Prompt:
Wherever "Delaware" occurs in the entries, copy the line that holds it.

+++ Records for the exercise +++

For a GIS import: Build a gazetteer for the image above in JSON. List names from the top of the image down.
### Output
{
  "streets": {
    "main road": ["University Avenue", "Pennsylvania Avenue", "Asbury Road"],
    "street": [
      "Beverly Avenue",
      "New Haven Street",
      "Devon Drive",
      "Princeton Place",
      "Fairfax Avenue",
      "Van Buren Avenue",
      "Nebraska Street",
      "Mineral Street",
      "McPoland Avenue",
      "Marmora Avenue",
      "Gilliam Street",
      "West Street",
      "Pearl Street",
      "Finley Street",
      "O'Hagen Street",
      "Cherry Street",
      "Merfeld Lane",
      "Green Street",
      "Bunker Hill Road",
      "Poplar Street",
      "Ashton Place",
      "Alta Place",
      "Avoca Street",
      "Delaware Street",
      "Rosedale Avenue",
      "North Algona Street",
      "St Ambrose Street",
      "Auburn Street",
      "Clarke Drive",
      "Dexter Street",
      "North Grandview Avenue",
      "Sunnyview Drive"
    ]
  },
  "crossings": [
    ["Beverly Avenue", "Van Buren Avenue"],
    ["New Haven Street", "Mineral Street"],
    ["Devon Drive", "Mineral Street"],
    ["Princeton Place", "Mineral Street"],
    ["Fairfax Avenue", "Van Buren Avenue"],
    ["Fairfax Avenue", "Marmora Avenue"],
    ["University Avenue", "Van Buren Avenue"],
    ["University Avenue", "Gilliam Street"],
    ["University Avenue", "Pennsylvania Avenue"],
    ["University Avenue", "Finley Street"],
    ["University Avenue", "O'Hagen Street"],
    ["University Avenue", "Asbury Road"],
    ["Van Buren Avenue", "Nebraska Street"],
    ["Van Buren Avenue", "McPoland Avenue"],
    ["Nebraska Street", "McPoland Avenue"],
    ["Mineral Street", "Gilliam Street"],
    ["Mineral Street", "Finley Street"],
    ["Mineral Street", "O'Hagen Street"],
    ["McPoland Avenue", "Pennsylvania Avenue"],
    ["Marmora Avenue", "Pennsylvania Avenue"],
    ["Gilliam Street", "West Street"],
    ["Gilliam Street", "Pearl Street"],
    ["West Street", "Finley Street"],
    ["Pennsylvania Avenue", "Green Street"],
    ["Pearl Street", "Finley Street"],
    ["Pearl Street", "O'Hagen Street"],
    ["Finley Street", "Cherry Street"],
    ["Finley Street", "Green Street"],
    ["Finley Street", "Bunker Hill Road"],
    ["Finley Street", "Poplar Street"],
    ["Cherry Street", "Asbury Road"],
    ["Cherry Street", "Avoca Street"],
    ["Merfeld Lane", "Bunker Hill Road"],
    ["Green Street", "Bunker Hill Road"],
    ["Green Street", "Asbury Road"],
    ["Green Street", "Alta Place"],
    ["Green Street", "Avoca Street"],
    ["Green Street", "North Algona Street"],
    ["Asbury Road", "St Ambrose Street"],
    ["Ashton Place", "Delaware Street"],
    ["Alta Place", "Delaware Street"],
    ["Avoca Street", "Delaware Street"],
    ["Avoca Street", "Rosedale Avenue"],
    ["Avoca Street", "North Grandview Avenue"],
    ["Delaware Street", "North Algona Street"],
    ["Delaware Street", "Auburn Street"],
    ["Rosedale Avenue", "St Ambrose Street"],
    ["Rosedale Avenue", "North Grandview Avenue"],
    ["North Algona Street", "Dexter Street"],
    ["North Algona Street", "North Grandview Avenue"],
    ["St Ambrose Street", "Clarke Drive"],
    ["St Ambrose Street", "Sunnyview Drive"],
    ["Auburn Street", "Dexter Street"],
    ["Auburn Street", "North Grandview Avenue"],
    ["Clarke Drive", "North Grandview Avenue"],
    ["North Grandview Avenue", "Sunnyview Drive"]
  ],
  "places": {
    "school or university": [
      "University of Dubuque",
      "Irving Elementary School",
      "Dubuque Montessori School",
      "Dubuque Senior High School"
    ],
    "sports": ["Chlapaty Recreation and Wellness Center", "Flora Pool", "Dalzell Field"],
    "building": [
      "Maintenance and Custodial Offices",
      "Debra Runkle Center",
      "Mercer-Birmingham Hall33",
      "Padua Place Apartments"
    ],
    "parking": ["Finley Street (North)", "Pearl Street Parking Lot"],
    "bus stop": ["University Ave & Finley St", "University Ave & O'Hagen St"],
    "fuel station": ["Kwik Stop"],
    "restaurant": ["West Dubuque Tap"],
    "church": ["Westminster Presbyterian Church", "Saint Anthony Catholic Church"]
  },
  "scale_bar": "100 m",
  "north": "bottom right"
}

+++

Response to this exercise:
      "Delaware Street",
    ["Ashton Place", "Delaware Street"],
    ["Alta Place", "Delaware Street"],
    ["Avoca Street", "Delaware Street"],
    ["Delaware Street", "North Algona Street"],
    ["Delaware Street", "Auburn Street"],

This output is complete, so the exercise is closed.